Your result will be the set of lines with "every", copied from the material below.
[Material for the task — start]
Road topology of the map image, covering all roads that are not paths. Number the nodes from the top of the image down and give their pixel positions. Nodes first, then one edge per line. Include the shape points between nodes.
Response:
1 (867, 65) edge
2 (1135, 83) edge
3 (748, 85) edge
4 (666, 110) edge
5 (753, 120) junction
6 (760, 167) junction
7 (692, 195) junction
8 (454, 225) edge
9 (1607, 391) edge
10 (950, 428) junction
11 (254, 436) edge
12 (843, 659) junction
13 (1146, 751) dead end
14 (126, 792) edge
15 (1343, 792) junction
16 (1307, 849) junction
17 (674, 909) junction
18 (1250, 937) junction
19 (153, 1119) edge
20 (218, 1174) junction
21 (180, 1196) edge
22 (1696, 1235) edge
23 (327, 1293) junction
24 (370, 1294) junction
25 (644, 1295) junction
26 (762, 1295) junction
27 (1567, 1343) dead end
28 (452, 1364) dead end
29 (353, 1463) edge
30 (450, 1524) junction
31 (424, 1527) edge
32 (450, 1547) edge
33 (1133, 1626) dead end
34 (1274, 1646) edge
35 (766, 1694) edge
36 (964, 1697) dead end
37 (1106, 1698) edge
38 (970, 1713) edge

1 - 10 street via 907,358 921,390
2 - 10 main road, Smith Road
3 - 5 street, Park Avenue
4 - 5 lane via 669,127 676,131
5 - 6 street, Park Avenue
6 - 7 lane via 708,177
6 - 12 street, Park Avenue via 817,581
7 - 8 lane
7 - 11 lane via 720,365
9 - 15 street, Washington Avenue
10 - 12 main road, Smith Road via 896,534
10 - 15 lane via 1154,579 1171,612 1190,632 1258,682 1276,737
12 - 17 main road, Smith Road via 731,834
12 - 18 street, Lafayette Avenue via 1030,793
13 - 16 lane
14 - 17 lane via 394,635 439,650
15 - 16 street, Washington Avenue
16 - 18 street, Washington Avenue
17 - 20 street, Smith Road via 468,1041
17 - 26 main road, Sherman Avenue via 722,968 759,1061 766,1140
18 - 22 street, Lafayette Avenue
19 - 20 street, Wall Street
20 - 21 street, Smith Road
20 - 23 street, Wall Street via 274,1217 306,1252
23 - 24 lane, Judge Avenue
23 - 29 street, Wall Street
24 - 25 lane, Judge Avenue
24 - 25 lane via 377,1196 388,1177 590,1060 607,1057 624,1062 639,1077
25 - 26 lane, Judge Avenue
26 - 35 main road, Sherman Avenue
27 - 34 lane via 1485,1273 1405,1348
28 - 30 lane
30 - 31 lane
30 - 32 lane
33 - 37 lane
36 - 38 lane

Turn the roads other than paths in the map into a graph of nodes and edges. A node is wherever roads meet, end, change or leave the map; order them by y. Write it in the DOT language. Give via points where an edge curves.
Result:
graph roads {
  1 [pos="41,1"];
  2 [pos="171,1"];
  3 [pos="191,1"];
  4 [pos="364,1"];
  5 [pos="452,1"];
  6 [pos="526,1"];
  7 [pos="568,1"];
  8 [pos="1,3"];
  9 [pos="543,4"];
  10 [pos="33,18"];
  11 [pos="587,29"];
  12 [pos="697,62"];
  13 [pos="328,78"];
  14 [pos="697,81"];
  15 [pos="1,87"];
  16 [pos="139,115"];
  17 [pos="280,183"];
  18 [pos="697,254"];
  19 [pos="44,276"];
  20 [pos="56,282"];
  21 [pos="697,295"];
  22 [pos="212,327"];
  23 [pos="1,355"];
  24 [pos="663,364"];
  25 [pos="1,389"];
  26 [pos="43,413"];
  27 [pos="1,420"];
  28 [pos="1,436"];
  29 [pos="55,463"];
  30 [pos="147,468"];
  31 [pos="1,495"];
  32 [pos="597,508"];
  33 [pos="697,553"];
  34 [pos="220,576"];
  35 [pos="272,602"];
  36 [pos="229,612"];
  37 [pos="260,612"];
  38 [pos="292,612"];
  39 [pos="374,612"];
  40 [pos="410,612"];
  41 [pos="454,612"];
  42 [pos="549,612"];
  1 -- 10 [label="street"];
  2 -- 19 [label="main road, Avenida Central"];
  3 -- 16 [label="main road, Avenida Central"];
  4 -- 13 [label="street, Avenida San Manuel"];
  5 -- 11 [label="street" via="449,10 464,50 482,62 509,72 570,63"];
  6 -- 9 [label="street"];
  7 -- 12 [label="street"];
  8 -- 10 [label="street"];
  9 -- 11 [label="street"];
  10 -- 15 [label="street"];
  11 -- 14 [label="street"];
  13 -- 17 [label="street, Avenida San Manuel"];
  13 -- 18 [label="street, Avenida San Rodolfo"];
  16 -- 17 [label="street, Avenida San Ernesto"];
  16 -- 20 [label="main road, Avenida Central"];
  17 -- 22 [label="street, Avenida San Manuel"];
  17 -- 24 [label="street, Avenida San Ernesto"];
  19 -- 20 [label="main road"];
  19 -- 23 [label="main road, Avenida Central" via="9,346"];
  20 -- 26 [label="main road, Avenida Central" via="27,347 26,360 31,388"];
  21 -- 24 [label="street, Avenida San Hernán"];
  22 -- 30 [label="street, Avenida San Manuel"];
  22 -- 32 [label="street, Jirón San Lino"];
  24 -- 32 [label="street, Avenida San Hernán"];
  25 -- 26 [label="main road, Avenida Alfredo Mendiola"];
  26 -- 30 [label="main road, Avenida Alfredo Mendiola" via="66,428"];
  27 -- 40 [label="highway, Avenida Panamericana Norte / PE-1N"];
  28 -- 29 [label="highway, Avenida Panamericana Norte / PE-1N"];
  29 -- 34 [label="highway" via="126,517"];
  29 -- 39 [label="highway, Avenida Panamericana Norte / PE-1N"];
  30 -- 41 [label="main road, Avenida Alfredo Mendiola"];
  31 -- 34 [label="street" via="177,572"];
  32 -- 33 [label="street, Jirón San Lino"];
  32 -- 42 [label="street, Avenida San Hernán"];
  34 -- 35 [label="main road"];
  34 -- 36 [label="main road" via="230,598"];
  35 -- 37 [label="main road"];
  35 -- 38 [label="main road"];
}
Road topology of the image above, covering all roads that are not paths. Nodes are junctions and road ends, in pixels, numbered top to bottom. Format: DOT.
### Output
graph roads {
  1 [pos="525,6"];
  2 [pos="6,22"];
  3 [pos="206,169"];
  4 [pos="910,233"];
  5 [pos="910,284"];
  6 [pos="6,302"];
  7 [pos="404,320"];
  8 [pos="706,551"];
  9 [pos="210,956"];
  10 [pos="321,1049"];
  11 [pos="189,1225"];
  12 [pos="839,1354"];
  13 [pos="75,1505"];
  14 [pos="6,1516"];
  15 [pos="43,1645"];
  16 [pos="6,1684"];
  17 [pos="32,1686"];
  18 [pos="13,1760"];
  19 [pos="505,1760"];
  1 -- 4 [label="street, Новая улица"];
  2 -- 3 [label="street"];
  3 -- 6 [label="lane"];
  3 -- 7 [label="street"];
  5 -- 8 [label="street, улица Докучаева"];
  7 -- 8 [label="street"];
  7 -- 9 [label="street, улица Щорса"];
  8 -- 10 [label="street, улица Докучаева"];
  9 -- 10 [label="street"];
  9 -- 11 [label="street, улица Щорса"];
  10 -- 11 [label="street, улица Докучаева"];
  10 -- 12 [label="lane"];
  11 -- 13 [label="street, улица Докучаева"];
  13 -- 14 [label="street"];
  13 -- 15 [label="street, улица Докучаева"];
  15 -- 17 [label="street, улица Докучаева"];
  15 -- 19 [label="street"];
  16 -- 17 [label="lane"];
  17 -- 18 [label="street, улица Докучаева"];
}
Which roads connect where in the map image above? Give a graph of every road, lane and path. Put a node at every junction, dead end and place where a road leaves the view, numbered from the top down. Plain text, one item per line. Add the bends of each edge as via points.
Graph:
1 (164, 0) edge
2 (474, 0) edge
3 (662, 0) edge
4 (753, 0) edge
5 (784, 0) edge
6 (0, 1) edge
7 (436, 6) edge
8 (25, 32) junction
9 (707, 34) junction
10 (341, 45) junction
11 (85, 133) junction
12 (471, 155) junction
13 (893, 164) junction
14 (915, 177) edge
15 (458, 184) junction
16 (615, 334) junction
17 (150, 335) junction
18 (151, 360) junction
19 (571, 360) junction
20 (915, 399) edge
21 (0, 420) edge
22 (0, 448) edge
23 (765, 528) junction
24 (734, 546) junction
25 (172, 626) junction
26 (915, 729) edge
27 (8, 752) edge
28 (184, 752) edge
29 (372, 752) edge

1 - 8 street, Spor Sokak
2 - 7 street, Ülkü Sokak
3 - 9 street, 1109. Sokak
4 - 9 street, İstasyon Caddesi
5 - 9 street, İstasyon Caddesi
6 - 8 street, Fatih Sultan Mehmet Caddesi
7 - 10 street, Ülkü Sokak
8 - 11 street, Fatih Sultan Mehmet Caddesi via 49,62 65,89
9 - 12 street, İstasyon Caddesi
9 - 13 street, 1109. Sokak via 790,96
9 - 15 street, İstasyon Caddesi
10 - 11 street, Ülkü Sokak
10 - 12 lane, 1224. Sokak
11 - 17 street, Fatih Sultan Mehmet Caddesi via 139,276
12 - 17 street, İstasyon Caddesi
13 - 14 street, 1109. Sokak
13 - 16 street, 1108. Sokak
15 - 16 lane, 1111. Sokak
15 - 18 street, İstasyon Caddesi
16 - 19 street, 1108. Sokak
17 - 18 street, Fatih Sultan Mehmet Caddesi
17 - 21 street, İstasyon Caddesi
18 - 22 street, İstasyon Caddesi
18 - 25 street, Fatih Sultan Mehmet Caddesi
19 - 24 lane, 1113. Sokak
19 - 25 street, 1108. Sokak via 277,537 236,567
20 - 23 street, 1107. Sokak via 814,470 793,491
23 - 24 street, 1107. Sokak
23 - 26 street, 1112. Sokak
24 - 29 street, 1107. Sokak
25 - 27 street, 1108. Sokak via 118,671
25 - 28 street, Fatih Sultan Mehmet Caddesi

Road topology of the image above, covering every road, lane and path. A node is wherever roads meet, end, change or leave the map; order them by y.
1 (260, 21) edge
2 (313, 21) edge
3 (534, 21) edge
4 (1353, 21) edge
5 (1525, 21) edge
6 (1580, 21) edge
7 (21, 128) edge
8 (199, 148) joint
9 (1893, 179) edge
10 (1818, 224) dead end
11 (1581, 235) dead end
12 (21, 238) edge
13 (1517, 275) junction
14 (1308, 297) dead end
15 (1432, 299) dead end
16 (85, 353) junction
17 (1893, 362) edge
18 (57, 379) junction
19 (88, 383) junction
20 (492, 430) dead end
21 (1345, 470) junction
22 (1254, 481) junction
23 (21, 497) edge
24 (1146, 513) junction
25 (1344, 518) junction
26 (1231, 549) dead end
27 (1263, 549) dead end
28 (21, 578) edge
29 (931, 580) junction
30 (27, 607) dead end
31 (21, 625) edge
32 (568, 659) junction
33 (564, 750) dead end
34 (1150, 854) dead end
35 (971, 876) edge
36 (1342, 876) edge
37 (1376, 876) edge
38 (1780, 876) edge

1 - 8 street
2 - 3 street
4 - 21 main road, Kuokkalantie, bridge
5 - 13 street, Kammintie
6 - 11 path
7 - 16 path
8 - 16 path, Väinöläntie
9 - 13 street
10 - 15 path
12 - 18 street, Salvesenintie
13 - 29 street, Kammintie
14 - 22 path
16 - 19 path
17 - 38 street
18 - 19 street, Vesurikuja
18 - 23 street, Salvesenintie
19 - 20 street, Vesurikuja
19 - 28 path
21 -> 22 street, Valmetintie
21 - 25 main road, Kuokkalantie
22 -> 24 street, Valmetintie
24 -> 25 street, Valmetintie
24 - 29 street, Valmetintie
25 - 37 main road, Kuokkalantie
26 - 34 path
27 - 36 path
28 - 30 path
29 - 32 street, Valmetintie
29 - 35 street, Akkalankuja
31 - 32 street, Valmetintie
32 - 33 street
[Material for the task — finish]
* _Problem solution_:
Which roads connect where in the map image above? Give a graph of every road, lane and path. Put a node at every junction, dead end and place where a road leaves the view, numbered from the top down. Plain text, one item per line. Add the bends of each edge as via points.
Road topology of the image above, covering every road, lane and path. A node is wherever roads meet, end, change or leave the map; order them by y.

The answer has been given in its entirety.